Тонкая тетрадь

Прохожий, спешащий в поздний час домой, по обыкновению идет быстро, и смотрит себе под ноги. Но если, проходя мимо, он вдруг поднимет голову и взглянет в светящиеся окна редакции, то, должно быть, немного удивится. Он замедлит шаг, чтобы повнимательнее рассмотреть. В одном окне он увидит картину весьма странную. Стройная женщина, сидя на столе, застыла в позе Лотоса. Сначала он даже спутал ее со статуэткой в восточном стиле. В другом окне мельтешит фигура мужчины. Он ходит взад-вперед, взад-вперед, разговаривает по телефону и выразительно жестикулирует. Прохожему на секунду чудится, что он слышит отдельные звуки разговора. Он переводит взгляд на следующее окно, и там, в конусе голубого света видит человека. Человек сосредоточен, брови нахмурены, он жадно затягивается сигаретой и выпускает белые клубы дыма, которые смешиваются со светом монитора и с тяжелым темным воздухом ночи и похожи на туман. Прохожий задумывается. Кто это в туманном кабинете, что занимает его, почему так серьезен? Еще некоторое время он стоит, смотрит на окна, но потом встряхивает головой, словно отбрасывая ненужные мысли, смотрит на часы и быстро уходит.

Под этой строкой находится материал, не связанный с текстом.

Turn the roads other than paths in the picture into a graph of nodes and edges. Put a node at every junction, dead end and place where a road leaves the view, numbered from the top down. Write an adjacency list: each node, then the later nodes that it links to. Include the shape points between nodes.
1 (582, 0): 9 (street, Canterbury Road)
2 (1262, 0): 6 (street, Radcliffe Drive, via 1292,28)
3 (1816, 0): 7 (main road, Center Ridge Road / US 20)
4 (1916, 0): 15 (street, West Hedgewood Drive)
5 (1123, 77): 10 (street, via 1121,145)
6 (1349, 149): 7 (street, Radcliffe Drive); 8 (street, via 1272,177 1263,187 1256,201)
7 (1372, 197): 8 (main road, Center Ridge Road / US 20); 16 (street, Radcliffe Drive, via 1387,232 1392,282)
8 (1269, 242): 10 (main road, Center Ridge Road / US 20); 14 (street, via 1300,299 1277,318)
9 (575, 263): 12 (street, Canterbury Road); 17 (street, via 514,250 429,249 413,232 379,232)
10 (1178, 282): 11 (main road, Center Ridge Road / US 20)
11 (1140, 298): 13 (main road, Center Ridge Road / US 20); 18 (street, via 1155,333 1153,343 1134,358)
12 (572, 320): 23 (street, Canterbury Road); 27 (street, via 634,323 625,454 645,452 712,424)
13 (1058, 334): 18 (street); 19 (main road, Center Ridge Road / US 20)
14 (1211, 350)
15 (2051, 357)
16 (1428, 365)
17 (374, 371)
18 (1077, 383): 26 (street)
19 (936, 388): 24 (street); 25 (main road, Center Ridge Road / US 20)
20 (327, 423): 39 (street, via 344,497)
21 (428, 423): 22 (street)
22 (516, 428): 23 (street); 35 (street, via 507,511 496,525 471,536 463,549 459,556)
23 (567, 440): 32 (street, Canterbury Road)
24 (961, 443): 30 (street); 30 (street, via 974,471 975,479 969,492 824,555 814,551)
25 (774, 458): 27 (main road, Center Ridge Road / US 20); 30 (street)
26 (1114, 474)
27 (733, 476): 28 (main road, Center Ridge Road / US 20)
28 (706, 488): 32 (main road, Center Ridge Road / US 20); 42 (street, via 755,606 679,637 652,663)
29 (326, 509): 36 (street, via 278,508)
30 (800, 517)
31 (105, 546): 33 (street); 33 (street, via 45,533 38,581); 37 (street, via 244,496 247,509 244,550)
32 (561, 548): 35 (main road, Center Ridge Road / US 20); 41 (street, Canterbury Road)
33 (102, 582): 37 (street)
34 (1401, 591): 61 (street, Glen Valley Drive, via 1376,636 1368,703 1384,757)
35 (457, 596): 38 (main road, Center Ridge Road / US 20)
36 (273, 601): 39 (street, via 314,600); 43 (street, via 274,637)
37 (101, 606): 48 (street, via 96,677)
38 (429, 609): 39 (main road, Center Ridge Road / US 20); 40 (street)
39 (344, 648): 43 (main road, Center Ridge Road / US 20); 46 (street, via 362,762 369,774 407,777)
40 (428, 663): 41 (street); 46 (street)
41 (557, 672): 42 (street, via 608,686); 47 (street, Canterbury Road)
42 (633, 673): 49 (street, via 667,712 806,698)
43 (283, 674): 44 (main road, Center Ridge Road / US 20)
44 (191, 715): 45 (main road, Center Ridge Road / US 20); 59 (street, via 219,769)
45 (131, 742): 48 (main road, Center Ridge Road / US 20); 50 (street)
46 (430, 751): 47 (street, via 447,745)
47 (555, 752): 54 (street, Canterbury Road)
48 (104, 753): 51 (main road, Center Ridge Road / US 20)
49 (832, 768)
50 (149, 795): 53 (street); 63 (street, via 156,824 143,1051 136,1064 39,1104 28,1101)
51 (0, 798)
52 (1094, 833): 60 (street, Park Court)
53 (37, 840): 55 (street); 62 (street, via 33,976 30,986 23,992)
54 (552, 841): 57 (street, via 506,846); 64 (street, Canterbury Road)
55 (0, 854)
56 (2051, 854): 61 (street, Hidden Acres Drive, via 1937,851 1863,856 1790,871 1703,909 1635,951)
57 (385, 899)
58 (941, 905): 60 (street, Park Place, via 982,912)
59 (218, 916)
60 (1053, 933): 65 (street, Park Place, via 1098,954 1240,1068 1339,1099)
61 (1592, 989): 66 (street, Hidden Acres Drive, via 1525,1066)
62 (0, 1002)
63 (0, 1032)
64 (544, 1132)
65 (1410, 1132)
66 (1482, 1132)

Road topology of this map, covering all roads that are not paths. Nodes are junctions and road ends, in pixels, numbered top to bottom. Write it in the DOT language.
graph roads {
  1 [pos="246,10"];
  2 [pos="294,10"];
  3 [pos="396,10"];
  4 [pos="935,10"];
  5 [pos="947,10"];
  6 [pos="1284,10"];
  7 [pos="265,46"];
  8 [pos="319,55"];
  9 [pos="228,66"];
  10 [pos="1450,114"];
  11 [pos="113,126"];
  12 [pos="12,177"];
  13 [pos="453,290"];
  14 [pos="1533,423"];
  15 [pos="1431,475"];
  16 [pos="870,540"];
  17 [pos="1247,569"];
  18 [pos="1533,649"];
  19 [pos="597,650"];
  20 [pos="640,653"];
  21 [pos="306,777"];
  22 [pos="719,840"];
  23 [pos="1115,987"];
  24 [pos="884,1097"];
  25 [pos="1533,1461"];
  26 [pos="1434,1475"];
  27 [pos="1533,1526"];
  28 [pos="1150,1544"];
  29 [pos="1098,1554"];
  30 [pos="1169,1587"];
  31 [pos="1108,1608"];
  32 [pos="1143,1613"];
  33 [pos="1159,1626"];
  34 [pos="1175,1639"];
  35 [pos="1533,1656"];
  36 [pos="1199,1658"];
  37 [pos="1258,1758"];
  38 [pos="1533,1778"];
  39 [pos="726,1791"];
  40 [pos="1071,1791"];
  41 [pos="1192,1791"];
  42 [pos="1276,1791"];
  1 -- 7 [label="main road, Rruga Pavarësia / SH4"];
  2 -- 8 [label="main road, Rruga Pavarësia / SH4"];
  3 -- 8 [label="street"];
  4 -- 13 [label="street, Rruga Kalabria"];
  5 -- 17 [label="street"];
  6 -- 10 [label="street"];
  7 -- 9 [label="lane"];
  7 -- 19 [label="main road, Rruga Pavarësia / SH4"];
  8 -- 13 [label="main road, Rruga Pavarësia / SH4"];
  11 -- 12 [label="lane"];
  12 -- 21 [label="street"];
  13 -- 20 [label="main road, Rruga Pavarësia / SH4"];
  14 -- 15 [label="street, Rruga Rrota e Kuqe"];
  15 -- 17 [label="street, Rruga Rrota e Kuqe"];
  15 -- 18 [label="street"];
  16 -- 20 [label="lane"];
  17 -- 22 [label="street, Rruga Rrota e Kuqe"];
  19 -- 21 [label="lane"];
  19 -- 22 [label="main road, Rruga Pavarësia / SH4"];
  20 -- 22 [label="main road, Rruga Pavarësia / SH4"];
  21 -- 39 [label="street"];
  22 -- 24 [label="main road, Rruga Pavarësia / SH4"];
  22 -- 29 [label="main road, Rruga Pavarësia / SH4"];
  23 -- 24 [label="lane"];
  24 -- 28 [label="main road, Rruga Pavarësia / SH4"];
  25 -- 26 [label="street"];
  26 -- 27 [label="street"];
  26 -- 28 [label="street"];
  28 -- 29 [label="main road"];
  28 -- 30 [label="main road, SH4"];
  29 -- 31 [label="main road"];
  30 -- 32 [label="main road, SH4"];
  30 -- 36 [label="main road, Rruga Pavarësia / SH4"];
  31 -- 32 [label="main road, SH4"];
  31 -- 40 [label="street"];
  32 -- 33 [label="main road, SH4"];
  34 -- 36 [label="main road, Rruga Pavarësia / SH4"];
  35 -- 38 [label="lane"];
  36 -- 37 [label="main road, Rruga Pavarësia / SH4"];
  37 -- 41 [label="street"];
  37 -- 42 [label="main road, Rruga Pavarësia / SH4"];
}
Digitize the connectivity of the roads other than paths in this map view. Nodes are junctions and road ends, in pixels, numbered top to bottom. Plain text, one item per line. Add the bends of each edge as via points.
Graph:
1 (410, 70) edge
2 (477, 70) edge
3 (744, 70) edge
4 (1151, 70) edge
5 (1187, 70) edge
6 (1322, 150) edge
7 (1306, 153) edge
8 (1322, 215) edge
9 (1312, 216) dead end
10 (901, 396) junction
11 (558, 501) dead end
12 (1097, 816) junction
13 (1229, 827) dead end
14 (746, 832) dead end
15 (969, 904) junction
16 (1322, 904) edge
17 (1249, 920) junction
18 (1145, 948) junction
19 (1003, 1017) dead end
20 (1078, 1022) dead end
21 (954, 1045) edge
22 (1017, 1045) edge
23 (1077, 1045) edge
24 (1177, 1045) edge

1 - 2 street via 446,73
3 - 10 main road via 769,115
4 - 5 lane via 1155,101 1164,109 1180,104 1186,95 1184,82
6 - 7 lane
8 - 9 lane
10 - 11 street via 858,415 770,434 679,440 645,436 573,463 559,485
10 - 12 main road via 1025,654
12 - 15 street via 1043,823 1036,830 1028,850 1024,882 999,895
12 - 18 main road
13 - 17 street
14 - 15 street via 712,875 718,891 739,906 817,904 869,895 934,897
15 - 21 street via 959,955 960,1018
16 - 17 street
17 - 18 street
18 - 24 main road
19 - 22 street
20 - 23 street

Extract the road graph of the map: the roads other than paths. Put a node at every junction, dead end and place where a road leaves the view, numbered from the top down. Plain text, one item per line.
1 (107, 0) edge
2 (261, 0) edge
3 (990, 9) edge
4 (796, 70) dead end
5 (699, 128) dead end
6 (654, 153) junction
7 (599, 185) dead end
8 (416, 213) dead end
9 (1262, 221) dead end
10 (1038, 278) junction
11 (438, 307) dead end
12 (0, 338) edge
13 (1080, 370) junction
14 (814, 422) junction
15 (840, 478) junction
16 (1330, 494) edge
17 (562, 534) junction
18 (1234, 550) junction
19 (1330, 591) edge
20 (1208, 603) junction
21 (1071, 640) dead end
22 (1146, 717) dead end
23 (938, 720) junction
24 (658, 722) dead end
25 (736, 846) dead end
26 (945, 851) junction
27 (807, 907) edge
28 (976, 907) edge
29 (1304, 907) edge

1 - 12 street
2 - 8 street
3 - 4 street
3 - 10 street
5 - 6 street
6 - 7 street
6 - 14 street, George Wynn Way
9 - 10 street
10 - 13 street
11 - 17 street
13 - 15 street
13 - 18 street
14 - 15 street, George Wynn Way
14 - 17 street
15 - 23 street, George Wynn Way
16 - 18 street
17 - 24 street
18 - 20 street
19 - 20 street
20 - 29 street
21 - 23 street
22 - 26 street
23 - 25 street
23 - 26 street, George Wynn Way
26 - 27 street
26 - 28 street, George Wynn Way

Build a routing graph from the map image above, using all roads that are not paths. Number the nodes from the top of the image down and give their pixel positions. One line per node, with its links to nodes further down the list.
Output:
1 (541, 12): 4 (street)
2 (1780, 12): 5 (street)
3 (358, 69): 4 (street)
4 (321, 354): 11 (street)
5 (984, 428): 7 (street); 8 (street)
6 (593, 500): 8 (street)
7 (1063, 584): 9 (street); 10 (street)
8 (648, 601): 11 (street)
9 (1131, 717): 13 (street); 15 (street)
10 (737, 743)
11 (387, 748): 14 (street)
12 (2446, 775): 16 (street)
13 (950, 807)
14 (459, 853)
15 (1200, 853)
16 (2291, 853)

Человек из третьего окна – Иван Оганезов.  Он сидит в кабинете, отделенным от остального зала редакции стеклянными стенами, и в его пальцах, испачканных пеплом, дотлевает бычок. «Бывают ночи, когда не спится, и совсем не хочется домой. На это нет особых причин, но ты остаешься один в свете монитора. Сегодня такая ночь», - быстро стучат пальцы по клавиатуре, создавая новую запись в ЖЖ, но вдруг замирают задумчиво, как руки пианиста во время паузы. Проходит минута, и вот указательный палец неуверенно дрогнул и опустился на клавишу backspace. Взлетел и упал, и, будто отсчитывая секунды, опускался на клавишу снова и снова, удаляя букву за буквой.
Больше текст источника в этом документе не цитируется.